- Written by: J. E. Franklin
- Original language: English
- Genre: Drama

Premiere
- Date premiered: June 17, 1971
- Place premiered: Theatre de Lys New York City

= Black Girl (play) =

Black Girl is a play by American playwright J. E. Franklin. It was first produced on public television in 1969, followed by an off-Broadway production in 1971. It was later adapted by the playwright as a feature film that was released the following year.

==Plot synopsis==
A family drama about a young woman who defies the low expectations thrust upon her and pursues her dream of becoming a dancer.

==Television production==
Produced by WGBH, Boston in 1969. The teleplay featured Yvette Franklin, Joan Sandler, Barbara Griffith, and Judy Mills.

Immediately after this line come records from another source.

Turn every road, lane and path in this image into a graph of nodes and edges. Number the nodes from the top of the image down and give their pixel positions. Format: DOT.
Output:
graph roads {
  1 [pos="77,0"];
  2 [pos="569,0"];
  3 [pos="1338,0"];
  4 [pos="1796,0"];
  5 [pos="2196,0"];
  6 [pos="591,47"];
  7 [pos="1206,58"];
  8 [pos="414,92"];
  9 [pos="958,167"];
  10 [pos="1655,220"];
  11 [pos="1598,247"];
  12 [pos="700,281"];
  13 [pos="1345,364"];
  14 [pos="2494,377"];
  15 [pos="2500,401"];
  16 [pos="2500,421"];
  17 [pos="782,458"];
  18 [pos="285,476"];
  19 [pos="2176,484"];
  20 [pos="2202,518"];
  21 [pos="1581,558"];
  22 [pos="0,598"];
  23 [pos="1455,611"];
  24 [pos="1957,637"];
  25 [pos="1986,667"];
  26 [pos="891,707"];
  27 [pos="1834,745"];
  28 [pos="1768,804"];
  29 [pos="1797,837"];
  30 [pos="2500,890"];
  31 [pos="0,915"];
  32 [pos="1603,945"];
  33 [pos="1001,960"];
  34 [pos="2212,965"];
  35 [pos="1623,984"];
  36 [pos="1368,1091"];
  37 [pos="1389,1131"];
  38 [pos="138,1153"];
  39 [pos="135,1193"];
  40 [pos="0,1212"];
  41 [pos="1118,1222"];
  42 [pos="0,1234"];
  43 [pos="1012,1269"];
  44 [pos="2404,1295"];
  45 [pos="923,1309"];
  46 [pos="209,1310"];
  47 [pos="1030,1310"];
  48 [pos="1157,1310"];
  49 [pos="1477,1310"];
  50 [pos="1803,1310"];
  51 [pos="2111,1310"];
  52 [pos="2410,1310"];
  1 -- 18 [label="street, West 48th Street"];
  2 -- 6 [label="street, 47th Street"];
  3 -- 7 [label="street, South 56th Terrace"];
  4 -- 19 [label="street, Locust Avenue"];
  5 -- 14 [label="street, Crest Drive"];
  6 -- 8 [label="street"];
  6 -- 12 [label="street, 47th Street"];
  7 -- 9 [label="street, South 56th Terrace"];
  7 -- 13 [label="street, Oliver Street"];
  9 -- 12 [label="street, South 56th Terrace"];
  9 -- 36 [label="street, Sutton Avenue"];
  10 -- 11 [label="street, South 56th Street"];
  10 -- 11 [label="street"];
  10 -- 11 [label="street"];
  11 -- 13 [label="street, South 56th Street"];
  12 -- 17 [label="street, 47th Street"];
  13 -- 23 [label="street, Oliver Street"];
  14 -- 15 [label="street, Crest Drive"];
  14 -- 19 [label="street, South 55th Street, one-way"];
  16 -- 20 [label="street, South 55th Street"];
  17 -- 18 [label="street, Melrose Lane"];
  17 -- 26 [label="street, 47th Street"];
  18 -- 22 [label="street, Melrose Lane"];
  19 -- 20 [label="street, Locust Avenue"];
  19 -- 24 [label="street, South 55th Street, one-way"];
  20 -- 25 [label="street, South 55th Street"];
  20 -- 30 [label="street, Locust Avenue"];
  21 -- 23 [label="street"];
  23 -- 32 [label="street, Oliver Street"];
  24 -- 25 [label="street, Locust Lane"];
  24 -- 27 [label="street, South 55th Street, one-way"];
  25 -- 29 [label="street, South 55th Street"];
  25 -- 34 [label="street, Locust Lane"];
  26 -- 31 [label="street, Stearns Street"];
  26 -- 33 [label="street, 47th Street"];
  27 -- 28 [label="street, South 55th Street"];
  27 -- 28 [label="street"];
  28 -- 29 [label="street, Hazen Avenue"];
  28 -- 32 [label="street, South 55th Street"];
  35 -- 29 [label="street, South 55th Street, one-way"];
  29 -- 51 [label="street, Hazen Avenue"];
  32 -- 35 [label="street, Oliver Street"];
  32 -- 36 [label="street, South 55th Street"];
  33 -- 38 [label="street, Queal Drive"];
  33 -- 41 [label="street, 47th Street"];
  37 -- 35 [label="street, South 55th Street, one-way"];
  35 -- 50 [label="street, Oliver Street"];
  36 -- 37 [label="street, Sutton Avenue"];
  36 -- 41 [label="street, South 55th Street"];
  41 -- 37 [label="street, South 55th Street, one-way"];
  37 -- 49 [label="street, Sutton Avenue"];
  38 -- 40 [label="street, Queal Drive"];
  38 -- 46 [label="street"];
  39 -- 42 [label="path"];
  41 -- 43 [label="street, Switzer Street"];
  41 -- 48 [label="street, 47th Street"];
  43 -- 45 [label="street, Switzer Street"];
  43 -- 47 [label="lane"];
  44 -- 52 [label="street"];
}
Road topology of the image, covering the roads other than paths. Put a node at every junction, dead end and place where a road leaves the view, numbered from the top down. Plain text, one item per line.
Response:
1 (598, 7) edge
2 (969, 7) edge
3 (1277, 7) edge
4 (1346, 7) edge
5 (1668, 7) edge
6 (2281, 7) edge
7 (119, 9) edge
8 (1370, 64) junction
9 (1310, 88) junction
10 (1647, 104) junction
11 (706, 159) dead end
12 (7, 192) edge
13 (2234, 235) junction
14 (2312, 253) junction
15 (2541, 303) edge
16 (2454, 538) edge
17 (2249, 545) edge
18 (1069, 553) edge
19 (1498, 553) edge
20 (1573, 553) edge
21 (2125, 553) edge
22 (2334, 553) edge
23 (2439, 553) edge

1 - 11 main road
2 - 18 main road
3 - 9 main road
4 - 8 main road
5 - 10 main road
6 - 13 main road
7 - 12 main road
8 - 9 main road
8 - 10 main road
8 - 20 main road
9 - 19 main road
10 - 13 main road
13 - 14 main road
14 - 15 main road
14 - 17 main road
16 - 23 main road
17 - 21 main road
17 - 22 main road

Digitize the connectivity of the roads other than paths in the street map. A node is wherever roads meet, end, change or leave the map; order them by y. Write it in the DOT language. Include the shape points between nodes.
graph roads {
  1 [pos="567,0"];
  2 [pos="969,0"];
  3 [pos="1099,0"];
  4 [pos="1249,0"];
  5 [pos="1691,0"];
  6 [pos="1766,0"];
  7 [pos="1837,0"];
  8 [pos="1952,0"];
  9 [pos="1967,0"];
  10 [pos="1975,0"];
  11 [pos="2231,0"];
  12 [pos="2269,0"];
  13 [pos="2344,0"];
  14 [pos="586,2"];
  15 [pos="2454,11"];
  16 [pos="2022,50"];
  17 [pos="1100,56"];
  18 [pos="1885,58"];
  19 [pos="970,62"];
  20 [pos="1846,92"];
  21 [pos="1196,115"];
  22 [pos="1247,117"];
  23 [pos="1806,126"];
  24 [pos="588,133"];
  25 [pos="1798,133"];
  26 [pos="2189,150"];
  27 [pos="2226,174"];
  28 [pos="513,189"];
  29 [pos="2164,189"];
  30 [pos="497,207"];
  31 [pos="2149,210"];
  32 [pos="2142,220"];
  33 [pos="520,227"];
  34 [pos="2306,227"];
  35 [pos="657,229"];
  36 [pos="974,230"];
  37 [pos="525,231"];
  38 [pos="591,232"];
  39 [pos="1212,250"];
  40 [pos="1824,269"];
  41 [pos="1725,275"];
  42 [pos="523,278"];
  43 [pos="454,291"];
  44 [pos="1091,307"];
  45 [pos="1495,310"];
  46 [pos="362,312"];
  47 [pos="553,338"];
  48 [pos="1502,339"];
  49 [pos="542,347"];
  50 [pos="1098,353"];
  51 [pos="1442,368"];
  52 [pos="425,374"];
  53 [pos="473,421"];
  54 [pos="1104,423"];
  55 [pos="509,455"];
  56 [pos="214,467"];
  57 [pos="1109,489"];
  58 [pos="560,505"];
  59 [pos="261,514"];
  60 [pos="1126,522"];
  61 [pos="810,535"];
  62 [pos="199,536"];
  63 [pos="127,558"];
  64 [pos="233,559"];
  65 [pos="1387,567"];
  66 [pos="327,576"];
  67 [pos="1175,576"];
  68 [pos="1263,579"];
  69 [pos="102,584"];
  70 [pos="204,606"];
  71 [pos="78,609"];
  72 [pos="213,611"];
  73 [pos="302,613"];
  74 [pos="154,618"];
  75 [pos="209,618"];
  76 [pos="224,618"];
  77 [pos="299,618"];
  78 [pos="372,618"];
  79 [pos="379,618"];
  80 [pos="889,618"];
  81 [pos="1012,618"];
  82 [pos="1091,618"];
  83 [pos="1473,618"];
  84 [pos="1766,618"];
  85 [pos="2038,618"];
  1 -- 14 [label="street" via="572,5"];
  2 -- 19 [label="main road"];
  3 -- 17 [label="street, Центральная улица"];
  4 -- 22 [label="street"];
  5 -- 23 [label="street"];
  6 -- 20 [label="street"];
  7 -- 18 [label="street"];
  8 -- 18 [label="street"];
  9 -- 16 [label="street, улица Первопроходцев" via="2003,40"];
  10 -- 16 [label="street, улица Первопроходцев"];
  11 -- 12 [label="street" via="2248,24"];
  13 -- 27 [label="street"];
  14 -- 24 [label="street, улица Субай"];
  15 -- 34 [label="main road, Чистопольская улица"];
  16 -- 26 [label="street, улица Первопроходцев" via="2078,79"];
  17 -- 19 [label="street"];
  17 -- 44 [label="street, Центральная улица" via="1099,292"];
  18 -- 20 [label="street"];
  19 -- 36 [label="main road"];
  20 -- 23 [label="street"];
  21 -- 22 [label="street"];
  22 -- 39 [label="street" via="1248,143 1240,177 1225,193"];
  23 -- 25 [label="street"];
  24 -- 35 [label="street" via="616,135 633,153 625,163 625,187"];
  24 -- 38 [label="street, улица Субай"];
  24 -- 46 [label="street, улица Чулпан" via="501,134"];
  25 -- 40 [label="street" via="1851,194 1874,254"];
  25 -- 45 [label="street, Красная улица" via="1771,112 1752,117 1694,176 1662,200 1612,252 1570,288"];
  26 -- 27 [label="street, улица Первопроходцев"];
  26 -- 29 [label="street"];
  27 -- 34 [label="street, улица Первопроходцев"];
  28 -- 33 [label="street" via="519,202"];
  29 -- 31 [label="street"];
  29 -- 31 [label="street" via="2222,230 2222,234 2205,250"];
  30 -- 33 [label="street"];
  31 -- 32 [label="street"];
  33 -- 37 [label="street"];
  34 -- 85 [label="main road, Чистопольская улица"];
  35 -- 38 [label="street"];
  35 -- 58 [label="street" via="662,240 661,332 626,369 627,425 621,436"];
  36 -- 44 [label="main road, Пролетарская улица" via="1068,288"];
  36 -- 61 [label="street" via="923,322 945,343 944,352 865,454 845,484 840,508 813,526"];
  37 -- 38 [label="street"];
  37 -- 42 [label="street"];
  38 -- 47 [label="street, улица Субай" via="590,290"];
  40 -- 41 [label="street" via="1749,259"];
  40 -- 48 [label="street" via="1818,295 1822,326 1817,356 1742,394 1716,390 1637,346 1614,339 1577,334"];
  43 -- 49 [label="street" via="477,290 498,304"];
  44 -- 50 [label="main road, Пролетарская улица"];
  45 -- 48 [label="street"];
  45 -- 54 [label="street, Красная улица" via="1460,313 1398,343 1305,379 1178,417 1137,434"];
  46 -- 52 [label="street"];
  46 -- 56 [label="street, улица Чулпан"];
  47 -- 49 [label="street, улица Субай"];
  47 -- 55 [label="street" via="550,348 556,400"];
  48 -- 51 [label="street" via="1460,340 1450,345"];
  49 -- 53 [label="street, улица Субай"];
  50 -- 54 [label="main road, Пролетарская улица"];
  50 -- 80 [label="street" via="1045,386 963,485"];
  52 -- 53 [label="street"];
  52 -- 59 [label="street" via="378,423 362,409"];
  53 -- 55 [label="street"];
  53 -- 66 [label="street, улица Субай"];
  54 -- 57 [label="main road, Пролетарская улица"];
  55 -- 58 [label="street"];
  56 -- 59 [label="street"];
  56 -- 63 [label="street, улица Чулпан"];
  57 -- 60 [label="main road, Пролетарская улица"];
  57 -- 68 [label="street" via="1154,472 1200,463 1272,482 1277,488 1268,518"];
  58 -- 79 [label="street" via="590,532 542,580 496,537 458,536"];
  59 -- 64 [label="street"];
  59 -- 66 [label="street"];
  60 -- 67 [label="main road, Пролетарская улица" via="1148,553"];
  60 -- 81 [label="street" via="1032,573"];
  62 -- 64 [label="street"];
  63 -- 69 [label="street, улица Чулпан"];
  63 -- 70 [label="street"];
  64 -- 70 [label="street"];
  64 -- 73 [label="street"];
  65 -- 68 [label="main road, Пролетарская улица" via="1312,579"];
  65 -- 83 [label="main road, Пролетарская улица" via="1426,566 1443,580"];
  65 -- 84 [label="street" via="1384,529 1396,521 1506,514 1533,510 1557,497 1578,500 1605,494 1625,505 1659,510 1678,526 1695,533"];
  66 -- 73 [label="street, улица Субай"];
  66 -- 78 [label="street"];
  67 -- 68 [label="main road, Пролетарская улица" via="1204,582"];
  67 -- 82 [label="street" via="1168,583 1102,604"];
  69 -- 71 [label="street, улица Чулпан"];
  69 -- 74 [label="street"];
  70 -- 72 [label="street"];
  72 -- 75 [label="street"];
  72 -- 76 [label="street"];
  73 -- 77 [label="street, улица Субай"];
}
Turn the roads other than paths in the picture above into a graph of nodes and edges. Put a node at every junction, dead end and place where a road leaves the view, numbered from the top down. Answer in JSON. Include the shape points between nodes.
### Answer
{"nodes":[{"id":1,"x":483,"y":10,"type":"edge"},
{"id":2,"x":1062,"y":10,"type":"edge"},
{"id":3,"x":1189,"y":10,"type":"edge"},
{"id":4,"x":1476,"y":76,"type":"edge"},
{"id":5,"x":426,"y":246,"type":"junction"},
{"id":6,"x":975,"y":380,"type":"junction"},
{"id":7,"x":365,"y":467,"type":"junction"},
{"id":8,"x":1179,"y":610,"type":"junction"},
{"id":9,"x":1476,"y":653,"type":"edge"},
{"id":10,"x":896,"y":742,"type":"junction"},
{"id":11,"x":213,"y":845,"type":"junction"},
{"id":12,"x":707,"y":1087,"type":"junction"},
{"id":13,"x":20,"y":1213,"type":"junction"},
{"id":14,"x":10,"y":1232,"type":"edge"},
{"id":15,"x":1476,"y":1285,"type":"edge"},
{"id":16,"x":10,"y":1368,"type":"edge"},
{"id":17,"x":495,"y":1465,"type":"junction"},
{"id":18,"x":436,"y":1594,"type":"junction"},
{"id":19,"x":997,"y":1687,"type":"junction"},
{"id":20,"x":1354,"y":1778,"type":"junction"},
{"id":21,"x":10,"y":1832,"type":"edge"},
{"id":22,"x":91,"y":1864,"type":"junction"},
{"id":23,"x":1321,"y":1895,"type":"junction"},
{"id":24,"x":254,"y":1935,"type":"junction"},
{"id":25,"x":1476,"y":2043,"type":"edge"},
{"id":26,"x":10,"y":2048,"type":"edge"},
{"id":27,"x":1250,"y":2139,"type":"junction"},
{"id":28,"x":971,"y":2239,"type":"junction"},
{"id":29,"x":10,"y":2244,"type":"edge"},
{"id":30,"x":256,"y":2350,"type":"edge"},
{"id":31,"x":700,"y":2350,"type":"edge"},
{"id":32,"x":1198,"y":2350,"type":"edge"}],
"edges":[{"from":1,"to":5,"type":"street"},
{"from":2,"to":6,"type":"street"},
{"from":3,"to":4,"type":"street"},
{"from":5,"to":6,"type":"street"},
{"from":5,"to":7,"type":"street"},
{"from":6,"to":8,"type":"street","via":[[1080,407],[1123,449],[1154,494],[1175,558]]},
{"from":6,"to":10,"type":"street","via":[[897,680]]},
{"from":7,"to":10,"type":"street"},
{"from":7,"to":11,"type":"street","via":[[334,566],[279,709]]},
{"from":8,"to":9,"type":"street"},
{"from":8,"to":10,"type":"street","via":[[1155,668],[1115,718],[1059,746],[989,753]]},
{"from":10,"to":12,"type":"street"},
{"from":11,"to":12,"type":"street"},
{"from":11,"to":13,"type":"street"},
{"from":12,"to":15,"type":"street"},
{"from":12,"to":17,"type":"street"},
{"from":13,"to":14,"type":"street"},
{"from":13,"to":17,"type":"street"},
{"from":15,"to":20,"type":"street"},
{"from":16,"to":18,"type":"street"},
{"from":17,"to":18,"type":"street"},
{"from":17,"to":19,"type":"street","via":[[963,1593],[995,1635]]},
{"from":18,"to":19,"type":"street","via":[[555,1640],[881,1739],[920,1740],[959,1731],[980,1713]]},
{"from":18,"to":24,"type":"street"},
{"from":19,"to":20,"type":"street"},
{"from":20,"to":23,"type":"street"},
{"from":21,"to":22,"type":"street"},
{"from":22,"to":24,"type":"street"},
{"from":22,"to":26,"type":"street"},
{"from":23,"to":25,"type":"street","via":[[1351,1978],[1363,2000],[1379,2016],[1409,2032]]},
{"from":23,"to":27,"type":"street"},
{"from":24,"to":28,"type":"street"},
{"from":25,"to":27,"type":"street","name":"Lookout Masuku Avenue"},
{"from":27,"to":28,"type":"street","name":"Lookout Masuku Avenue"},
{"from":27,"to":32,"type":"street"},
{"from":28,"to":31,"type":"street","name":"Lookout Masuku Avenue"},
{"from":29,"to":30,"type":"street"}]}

==Original Off-Broadway production==
- Directed by Shauneille Perry
- Produced by New Federal Theatre
- Producers: Bert Beck, Woodie King Jr. and Dick Williams
- Set Designer: Charles Mills
- Costume Designer: Femi
- Lighting Designer: Buddy
- Sound Designer: Gary Harris
- Production Stage Manager: Horacena J. Taylor
- Opened: June 17, 1971 at Theatre De Lys

===Cast===
- Arthur French - Earl
- Minnie Gentry - Mu'Dear
- Leslie Uggams - Netta
- Louise Stubbs - Mama Rosie
- Kishasha - Billie Jean
- Gloria Edwards - Norma
- Loretta Greene - Ruth Ann
- Stacey Durant - Sheryl
- Troy Warren - Little Earl
- Jimmy Hayeson - Mr. Herbert

==Feature film==

- Directed by Ossie Davis
- Producer: Lee Savin
- Executive Producer: Robert Greenberg
- Distributed by Cinerama Releasing Corporation
- Opened: November 9, 1972 in New York City

===Cast===
- Brock Peters - Earl
- Claudia McNeil - Mu'Dear
- Leslie Uggams - Netta
- Louise Stubbs - Mama Rose
- Peggy Pettitt - Billie Jean
- Gloria Edwards - Norma
- Loretta Greene - Ruth Ann
- Ruby Dee - Netta's Mother
- Kent Martin - Herbert

==Other productions==

The New Federal Theatre produced a revival of the play during its 1995–96 season. This production was staged by Anderson Johnson.

On Thursday, May 21, 2009, Black Girl was presented by Legros Cultural Arts in New York City.